Exercise objective -
All lines below are to be output exactly as they stand.
··· Extracted entries ···
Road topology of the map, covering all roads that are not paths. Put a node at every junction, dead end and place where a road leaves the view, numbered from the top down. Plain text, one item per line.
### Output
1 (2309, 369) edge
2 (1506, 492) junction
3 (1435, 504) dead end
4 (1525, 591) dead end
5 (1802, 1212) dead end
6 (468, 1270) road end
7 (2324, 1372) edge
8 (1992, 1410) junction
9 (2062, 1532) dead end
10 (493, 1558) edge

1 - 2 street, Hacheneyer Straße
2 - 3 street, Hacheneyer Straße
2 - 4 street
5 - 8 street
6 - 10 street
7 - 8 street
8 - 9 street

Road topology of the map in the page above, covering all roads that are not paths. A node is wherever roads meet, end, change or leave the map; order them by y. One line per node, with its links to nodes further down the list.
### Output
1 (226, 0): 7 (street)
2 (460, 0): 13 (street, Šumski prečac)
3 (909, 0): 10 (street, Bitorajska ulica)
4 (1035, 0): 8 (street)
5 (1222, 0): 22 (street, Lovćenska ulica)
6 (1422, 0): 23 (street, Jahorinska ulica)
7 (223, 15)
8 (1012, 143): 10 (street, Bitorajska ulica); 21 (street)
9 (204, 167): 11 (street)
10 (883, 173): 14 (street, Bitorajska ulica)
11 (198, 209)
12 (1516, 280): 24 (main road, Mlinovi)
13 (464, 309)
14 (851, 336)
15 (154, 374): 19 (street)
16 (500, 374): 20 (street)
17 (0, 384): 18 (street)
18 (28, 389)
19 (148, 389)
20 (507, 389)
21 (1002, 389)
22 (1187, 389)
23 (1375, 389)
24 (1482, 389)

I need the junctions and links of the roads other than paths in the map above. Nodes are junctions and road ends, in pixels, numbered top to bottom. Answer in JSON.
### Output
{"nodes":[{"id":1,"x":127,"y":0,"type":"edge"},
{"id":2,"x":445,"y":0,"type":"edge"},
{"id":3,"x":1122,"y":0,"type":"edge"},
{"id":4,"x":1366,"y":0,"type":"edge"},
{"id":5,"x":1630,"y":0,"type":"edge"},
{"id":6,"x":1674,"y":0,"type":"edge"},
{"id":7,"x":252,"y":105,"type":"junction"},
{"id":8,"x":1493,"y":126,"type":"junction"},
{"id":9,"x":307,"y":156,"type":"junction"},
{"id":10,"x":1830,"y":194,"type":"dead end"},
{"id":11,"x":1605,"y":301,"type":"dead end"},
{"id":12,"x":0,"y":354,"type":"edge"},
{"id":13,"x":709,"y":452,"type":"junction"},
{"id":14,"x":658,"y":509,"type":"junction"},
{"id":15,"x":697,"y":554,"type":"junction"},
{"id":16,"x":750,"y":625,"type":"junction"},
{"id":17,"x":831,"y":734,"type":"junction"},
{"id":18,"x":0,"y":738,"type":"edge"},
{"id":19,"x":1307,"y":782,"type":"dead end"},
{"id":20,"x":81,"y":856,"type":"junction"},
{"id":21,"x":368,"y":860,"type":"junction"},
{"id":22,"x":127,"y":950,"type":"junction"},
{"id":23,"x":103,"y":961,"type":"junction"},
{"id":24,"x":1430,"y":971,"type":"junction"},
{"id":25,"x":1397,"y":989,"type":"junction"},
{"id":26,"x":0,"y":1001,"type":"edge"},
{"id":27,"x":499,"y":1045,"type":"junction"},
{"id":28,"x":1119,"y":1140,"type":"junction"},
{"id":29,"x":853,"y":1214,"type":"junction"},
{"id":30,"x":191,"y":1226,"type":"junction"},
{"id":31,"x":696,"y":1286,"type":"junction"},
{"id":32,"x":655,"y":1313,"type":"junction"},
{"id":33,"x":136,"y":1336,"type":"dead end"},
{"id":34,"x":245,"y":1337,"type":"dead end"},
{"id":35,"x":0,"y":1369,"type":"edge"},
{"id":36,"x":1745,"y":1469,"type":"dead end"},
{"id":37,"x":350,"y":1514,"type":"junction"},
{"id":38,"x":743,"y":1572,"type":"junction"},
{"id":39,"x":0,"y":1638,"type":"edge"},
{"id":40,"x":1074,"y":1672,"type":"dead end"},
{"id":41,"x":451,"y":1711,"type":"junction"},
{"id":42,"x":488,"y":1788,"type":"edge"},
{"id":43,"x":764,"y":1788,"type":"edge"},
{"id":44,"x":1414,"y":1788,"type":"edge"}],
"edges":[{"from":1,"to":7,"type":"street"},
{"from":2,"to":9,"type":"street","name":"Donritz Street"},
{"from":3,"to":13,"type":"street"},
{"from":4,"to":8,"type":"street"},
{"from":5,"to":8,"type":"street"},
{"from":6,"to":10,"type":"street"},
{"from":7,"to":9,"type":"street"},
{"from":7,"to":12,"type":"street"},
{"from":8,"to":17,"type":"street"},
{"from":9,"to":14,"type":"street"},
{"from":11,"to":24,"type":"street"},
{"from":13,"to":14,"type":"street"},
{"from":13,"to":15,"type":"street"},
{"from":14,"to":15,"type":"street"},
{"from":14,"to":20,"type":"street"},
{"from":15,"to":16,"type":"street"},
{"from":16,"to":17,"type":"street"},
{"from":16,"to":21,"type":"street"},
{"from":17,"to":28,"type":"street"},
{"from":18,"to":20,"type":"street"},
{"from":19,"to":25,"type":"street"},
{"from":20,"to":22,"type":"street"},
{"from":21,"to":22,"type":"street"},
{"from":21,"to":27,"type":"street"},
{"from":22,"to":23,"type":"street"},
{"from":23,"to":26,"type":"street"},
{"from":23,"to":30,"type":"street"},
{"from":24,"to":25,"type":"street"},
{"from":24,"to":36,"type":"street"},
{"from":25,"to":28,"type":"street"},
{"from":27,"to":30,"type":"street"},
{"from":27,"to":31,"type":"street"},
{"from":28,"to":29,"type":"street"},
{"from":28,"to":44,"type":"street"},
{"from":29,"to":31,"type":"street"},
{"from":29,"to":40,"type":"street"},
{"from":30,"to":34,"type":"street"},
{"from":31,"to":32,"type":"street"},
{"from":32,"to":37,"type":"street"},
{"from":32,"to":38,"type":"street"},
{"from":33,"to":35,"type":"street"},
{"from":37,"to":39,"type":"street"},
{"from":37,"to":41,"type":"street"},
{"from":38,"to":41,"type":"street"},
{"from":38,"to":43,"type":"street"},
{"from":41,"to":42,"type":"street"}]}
···
Task solution -
Road topology of the map, covering all roads that are not paths. Put a node at every junction, dead end and place where a road leaves the view, numbered from the top down. Plain text, one item per line.
### Output
1 (2309, 369) edge
2 (1506, 492) junction
3 (1435, 504) dead end
4 (1525, 591) dead end
5 (1802, 1212) dead end
6 (468, 1270) road end
7 (2324, 1372) edge
8 (1992, 1410) junction
9 (2062, 1532) dead end
10 (493, 1558) edge

1 - 2 street, Hacheneyer Straße
2 - 3 street, Hacheneyer Straße
2 - 4 street
5 - 8 street
6 - 10 street
7 - 8 street
8 - 9 street

Road topology of the map in the page above, covering all roads that are not paths. A node is wherever roads meet, end, change or leave the map; order them by y. One line per node, with its links to nodes further down the list.
### Output
1 (226, 0): 7 (street)
2 (460, 0): 13 (street, Šumski prečac)
3 (909, 0): 10 (street, Bitorajska ulica)
4 (1035, 0): 8 (street)
5 (1222, 0): 22 (street, Lovćenska ulica)
6 (1422, 0): 23 (street, Jahorinska ulica)
7 (223, 15)
8 (1012, 143): 10 (street, Bitorajska ulica); 21 (street)
9 (204, 167): 11 (street)
10 (883, 173): 14 (street, Bitorajska ulica)
11 (198, 209)
12 (1516, 280): 24 (main road, Mlinovi)
13 (464, 309)
14 (851, 336)
15 (154, 374): 19 (street)
16 (500, 374): 20 (street)
17 (0, 384): 18 (street)
18 (28, 389)
19 (148, 389)
20 (507, 389)
21 (1002, 389)
22 (1187, 389)
23 (1375, 389)
24 (1482, 389)

I need the junctions and links of the roads other than paths in the map above. Nodes are junctions and road ends, in pixels, numbered top to bottom. Answer in JSON.
### Output
{"nodes":[{"id":1,"x":127,"y":0,"type":"edge"},
{"id":2,"x":445,"y":0,"type":"edge"},
{"id":3,"x":1122,"y":0,"type":"edge"},
{"id":4,"x":1366,"y":0,"type":"edge"},
{"id":5,"x":1630,"y":0,"type":"edge"},
{"id":6,"x":1674,"y":0,"type":"edge"},
{"id":7,"x":252,"y":105,"type":"junction"},
{"id":8,"x":1493,"y":126,"type":"junction"},
{"id":9,"x":307,"y":156,"type":"junction"},
{"id":10,"x":1830,"y":194,"type":"dead end"},
{"id":11,"x":1605,"y":301,"type":"dead end"},
{"id":12,"x":0,"y":354,"type":"edge"},
{"id":13,"x":709,"y":452,"type":"junction"},
{"id":14,"x":658,"y":509,"type":"junction"},
{"id":15,"x":697,"y":554,"type":"junction"},
{"id":16,"x":750,"y":625,"type":"junction"},
{"id":17,"x":831,"y":734,"type":"junction"},
{"id":18,"x":0,"y":738,"type":"edge"},
{"id":19,"x":1307,"y":782,"type":"dead end"},
{"id":20,"x":81,"y":856,"type":"junction"},
{"id":21,"x":368,"y":860,"type":"junction"},
{"id":22,"x":127,"y":950,"type":"junction"},
{"id":23,"x":103,"y":961,"type":"junction"},
{"id":24,"x":1430,"y":971,"type":"junction"},
{"id":25,"x":1397,"y":989,"type":"junction"},
{"id":26,"x":0,"y":1001,"type":"edge"},
{"id":27,"x":499,"y":1045,"type":"junction"},
{"id":28,"x":1119,"y":1140,"type":"junction"},
{"id":29,"x":853,"y":1214,"type":"junction"},
{"id":30,"x":191,"y":1226,"type":"junction"},
{"id":31,"x":696,"y":1286,"type":"junction"},
{"id":32,"x":655,"y":1313,"type":"junction"},
{"id":33,"x":136,"y":1336,"type":"dead end"},
{"id":34,"x":245,"y":1337,"type":"dead end"},
{"id":35,"x":0,"y":1369,"type":"edge"},
{"id":36,"x":1745,"y":1469,"type":"dead end"},
{"id":37,"x":350,"y":1514,"type":"junction"},
{"id":38,"x":743,"y":1572,"type":"junction"},
{"id":39,"x":0,"y":1638,"type":"edge"},
{"id":40,"x":1074,"y":1672,"type":"dead end"},
{"id":41,"x":451,"y":1711,"type":"junction"},
{"id":42,"x":488,"y":1788,"type":"edge"},
{"id":43,"x":764,"y":1788,"type":"edge"},
{"id":44,"x":1414,"y":1788,"type":"edge"}],
"edges":[{"from":1,"to":7,"type":"street"},
{"from":2,"to":9,"type":"street","name":"Donritz Street"},
{"from":3,"to":13,"type":"street"},
{"from":4,"to":8,"type":"street"},
{"from":5,"to":8,"type":"street"},
{"from":6,"to":10,"type":"street"},
{"from":7,"to":9,"type":"street"},
{"from":7,"to":12,"type":"street"},
{"from":8,"to":17,"type":"street"},
{"from":9,"to":14,"type":"street"},
{"from":11,"to":24,"type":"street"},
{"from":13,"to":14,"type":"street"},
{"from":13,"to":15,"type":"street"},
{"from":14,"to":15,"type":"street"},
{"from":14,"to":20,"type":"street"},
{"from":15,"to":16,"type":"street"},
{"from":16,"to":17,"type":"street"},
{"from":16,"to":21,"type":"street"},
{"from":17,"to":28,"type":"street"},
{"from":18,"to":20,"type":"street"},
{"from":19,"to":25,"type":"street"},
{"from":20,"to":22,"type":"street"},
{"from":21,"to":22,"type":"street"},
{"from":21,"to":27,"type":"street"},
{"from":22,"to":23,"type":"street"},
{"from":23,"to":26,"type":"street"},
{"from":23,"to":30,"type":"street"},
{"from":24,"to":25,"type":"street"},
{"from":24,"to":36,"type":"street"},
{"from":25,"to":28,"type":"street"},
{"from":27,"to":30,"type":"street"},
{"from":27,"to":31,"type":"street"},
{"from":28,"to":29,"type":"street"},
{"from":28,"to":44,"type":"street"},
{"from":29,"to":31,"type":"street"},
{"from":29,"to":40,"type":"street"},
{"from":30,"to":34,"type":"street"},
{"from":31,"to":32,"type":"street"},
{"from":32,"to":37,"type":"street"},
{"from":32,"to":38,"type":"street"},
{"from":33,"to":35,"type":"street"},
{"from":37,"to":39,"type":"street"},
{"from":37,"to":41,"type":"street"},
{"from":38,"to":41,"type":"street"},
{"from":38,"to":43,"type":"street"},
{"from":41,"to":42,"type":"street"}]}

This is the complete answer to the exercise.